> [Task item]: The records below are to be returned word for word, with pictures left out.

[Stored data entries]

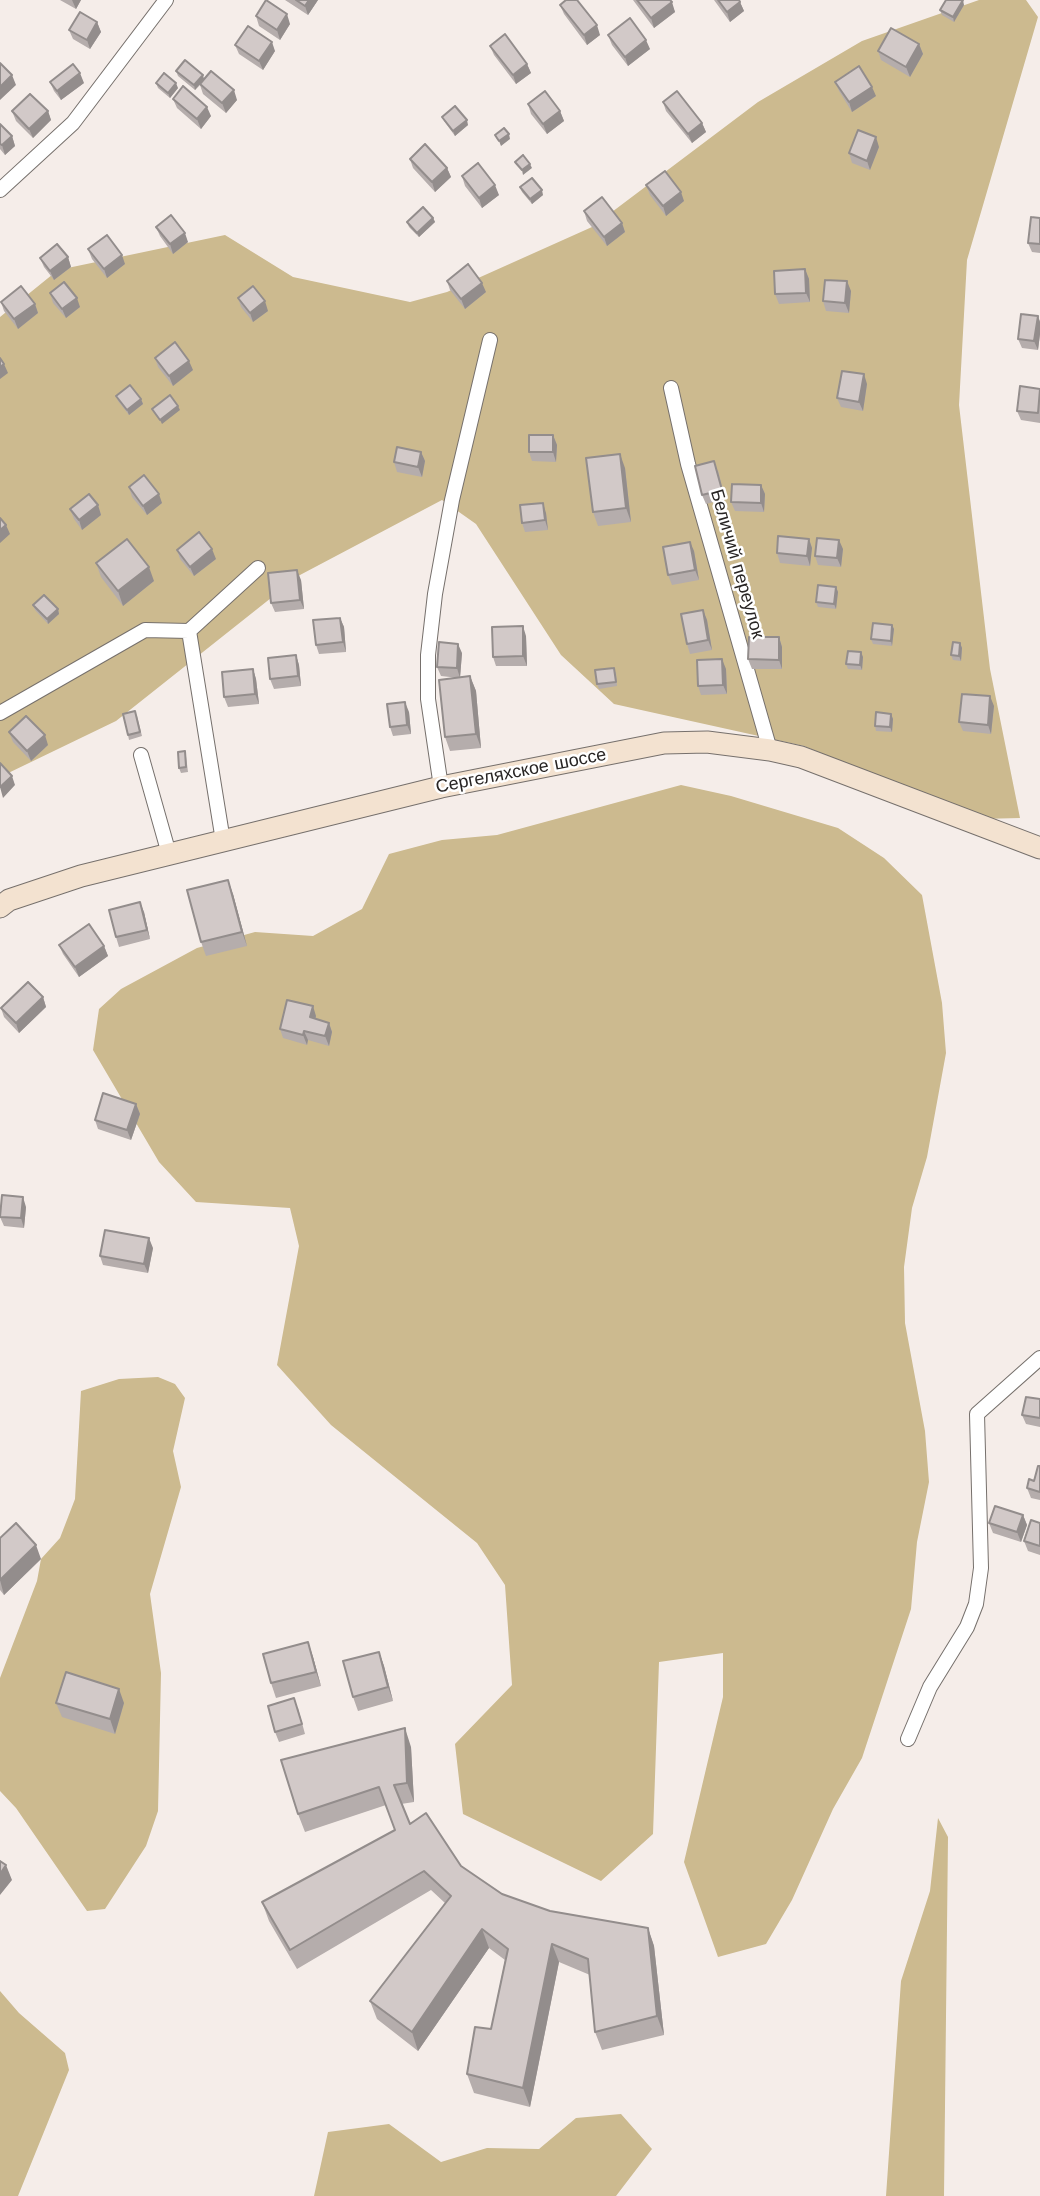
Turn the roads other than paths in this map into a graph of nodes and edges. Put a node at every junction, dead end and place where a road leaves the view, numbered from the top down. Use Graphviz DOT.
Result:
graph roads {
  1 [pos="166,0"];
  2 [pos="0,190"];
  3 [pos="489,340"];
  4 [pos="671,388"];
  5 [pos="258,568"];
  6 [pos="189,631"];
  7 [pos="0,713"];
  8 [pos="770,750"];
  9 [pos="141,755"];
  10 [pos="441,787"];
  11 [pos="223,841"];
  12 [pos="1040,848"];
  13 [pos="169,854"];
  14 [pos="0,907"];
  15 [pos="1040,1358"];
  16 [pos="908,1738"];
  1 -- 2 [label="street"];
  3 -- 10 [label="street"];
  4 -- 8 [label="street, Беличий переулок"];
  5 -- 6 [label="street"];
  6 -- 7 [label="street"];
  6 -- 11 [label="street"];
  8 -- 10 [label="main road, Сергеляхское шоссе"];
  8 -- 12 [label="main road, Сергеляхское шоссе"];
  9 -- 13 [label="street"];
  10 -- 11 [label="main road, Сергеляхское шоссе"];
  11 -- 13 [label="main road, Сергеляхское шоссе"];
  13 -- 14 [label="main road, Сергеляхское шоссе"];
  15 -- 16 [label="street"];
}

> [Response area]:
Turn the roads other than paths in this map into a graph of nodes and edges. Put a node at every junction, dead end and place where a road leaves the view, numbered from the top down. Use Graphviz DOT.
Result:
graph roads {
  1 [pos="166,0"];
  2 [pos="0,190"];
  3 [pos="489,340"];
  4 [pos="671,388"];
  5 [pos="258,568"];
  6 [pos="189,631"];
  7 [pos="0,713"];
  8 [pos="770,750"];
  9 [pos="141,755"];
  10 [pos="441,787"];
  11 [pos="223,841"];
  12 [pos="1040,848"];
  13 [pos="169,854"];
  14 [pos="0,907"];
  15 [pos="1040,1358"];
  16 [pos="908,1738"];
  1 -- 2 [label="street"];
  3 -- 10 [label="street"];
  4 -- 8 [label="street, Беличий переулок"];
  5 -- 6 [label="street"];
  6 -- 7 [label="street"];
  6 -- 11 [label="street"];
  8 -- 10 [label="main road, Сергеляхское шоссе"];
  8 -- 12 [label="main road, Сергеляхское шоссе"];
  9 -- 13 [label="street"];
  10 -- 11 [label="main road, Сергеляхское шоссе"];
  11 -- 13 [label="main road, Сергеляхское шоссе"];
  13 -- 14 [label="main road, Сергеляхское шоссе"];
  15 -- 16 [label="street"];
}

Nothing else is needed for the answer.